1. Maurice Cheeks, 2013-14 — 50 games

Record: 21-29 (.420).

Cheeks, the second coach Gores hired after buying the team, only lasted 50 games in the 2013-14 season before he replaced with John Loyer. It may not have been Cheeks’ fault entirely; with the signing of Josh Smith as a free agent and trading for Brandon Jennings, they still went 8-24 (.250) under Loyer. The Pistons decided to go with a full rebuild after the season, also parting ways with president of basketball operations Joe Dumars then.

2. Earl Lloyd, 1972-73 — 77 games

Record: 22-55 (.286).

Lloyd, the first black man to play in an NBA game, was fired seven games into his second season in 1972-73, handing off the keys to Ray Scott. He took over midway through the 1971-72 season for Butch van Breda Kolff, and was eventually inducted into the Basketball Hall of Fame as a contributor in 2003.

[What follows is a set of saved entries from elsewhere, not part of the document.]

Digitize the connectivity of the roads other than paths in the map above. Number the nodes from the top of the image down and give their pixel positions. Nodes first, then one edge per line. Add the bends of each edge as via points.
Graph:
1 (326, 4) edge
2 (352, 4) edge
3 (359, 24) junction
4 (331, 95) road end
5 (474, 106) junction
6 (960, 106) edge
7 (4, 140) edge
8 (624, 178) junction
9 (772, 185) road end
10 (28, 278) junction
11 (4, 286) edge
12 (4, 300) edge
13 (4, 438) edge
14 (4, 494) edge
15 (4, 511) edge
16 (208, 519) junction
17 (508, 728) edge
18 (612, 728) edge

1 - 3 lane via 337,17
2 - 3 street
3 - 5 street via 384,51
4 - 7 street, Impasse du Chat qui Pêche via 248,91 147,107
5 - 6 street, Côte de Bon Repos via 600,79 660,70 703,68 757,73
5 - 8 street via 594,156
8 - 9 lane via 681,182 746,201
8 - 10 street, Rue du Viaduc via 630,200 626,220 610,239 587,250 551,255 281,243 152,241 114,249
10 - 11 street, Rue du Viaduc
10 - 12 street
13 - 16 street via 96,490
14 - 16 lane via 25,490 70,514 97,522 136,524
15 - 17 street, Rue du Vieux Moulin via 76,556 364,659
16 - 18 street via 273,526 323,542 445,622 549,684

T-3. Ron Rothstein, 1993 — 82 games

Record: 40-42 (.487)

Rothstein followed in the footsteps of legendary coach Chuck Daly, taking over in the 1992-93 season. He was an assistant under Daly in the 1980s then left to become the first coach of the Miami Heat. The Pistons finished 40-42 in the lone season under Rothstein but missed the playoffs for the first time in a decade and decided to go another direction. Rothstein has enjoyed a career as an assistant coach and broadcaster since.

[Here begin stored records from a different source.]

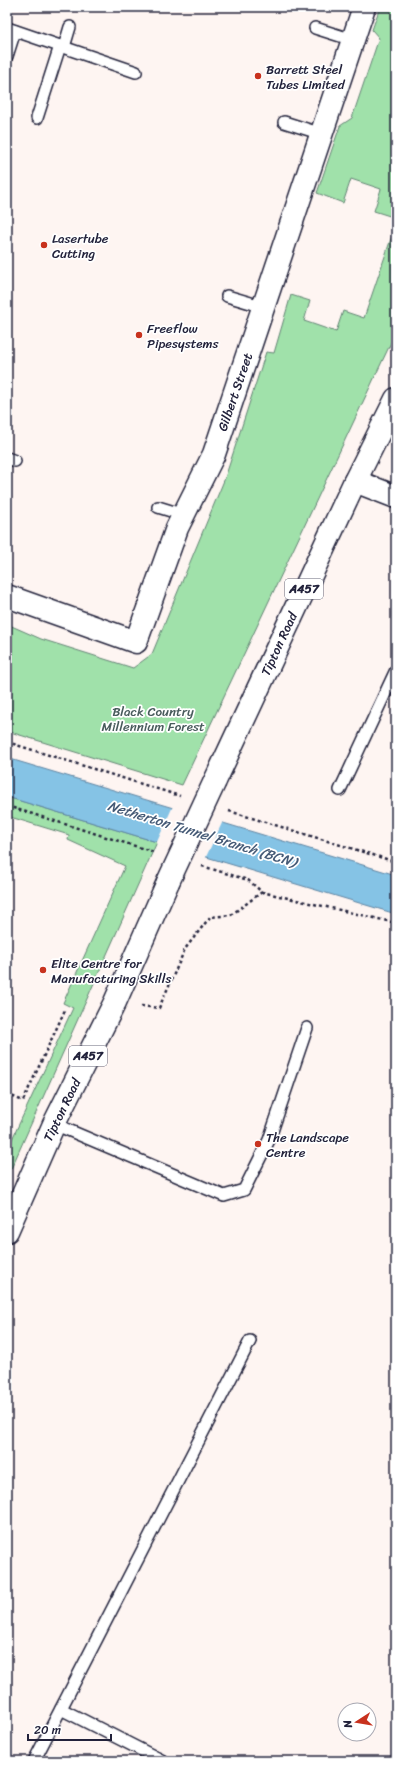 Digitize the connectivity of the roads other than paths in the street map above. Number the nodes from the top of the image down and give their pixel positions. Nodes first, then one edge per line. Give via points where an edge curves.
1 (364, 7) edge
2 (70, 27) dead end
3 (315, 28) dead end
4 (11, 30) edge
5 (353, 40) junction
6 (62, 47) junction
7 (7, 56) edge
8 (136, 72) dead end
9 (37, 118) dead end
10 (284, 122) dead end
11 (322, 134) junction
12 (227, 296) dead end
13 (264, 307) junction
14 (396, 399) edge
15 (355, 481) junction
16 (396, 497) edge
17 (158, 507) dead end
18 (184, 515) junction
19 (7, 596) edge
20 (396, 670) edge
21 (340, 790) dead end
22 (307, 1028) dead end
23 (54, 1124) junction
24 (7, 1231) edge
25 (250, 1341) dead end
26 (61, 1709) junction
27 (34, 1761) edge
28 (164, 1761) edge

1 - 5 main road, Gilbert Street
2 - 6 lane
3 - 5 lane
4 - 6 lane
4 - 7 lane
5 - 11 main road, Gilbert Street
6 - 8 lane
6 - 9 lane
10 - 11 lane
11 - 13 main road, Gilbert Street
12 - 13 lane
13 - 18 main road, Gilbert Street via 214,454
14 - 15 main road, Tipton Road / A457
15 - 16 main road
15 - 23 main road, Tipton Road / A457, bridge via 168,882 115,1002
17 - 18 lane
18 - 19 main road, Gilbert Street via 136,642
20 - 21 lane
22 - 23 lane via 269,1140 244,1190 224,1196
23 - 24 main road, Tipton Road / A457
25 - 26 lane
26 - 27 lane
26 - 28 lane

T-3. Michael Curry, 2008-09 — 82 games

Record: 39-43 (.475).

Curry took over as head coach for the 2008-09 season after the Pistons lost in the Eastern Conference finals to the Boston Celtics the previous year under Flip Saunders (while recording their most recent playoff victory). He led the Pistons to the playoffs with a 39-43 record, the franchise’s first losing record since 2000-01, but was swept in the first round by the Cleveland Cavaliers. Dumars said the franchise needed a more experienced coach than Curry, a first-time head coach, at the time.

T-3. Monty Williams, 2023-24 — 82 games

Record: 14-68 (.171).

Williams lasted just one season after he failed to show any progress with a young team featuring several high draft picks, including 2021 No. 1 pick Cade Cunningham. Rotation decisions, such as starting Killian Hayes over Jaden Ivey at guard for the first half of the season, (before Hayes was waived at the trade deadline) or consistently going to all-reserve lineups despite repeated ineffectiveness, partially led to his demise. Things went south immediately beginning with the fourth game of the season with an NBA-record 28-game losing streak and didn’t get much better from there, prompting the Pistons to fully start over.